Community currencies
Grassroots Financial Innovations for Inclusive Economic Growth
Programme Director: Ester Barinaga
Community currencies, in common with other grassroots innovations, build on the idea that marginalised people hold the key to their own solutions Accordingly, community currency initiatives focus on mobilising local resources and designing governance structures that empower the community. Communities, that is, are the driving force, not merely the target beneficiary.
Grassroots Financial Innovations for Inclusive Economic Growth
The project Grassroots Financial Innovations for Inclusive Economic Growth (GFIIEG) aims to investigate the governance practices, impacts and diffusion of grassroots innovations, which are developing financial and monetary infrastructures for inclusive economic growth. The research are focusing on low-income micro-entrepreneurs and civil society organisations delivering critical services and goods in urban informal settlements in African countries.
It is informed by the case of community currencies in the informal settlements of Kenya’s three major cities Mombasa, Nairobi and Kisumu.
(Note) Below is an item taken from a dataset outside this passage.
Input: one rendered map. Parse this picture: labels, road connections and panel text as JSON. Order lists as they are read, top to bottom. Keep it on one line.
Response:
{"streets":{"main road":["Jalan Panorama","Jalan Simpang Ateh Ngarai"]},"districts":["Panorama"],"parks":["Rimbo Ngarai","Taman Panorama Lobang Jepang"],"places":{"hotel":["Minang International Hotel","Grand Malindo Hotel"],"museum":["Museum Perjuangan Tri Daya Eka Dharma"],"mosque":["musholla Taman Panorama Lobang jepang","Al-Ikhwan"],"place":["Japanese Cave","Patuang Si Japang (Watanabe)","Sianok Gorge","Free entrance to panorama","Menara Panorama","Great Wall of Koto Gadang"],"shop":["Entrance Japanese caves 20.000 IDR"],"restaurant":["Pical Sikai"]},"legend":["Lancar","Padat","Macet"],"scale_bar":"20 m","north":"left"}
Running throughout four years, the project will use a mix of quantitative and qualitative methods, all within a participatory action research approach.
The qualitative part of the project builds on collaborations with resident associations and community-based organisations in three informal settlements in Kisumu (Nyalenda, Manyatta and Obunga), the local non-profit Grassroots Economics Foundation, and the Kisumu County Council.
The project brings together monetary and grassroots innovation studies in interdisciplinary research, contributing to the development and diffusion of financial and monetary infrastructures for urban informal settlements, and indicating a novel route for social enterprise and development aid.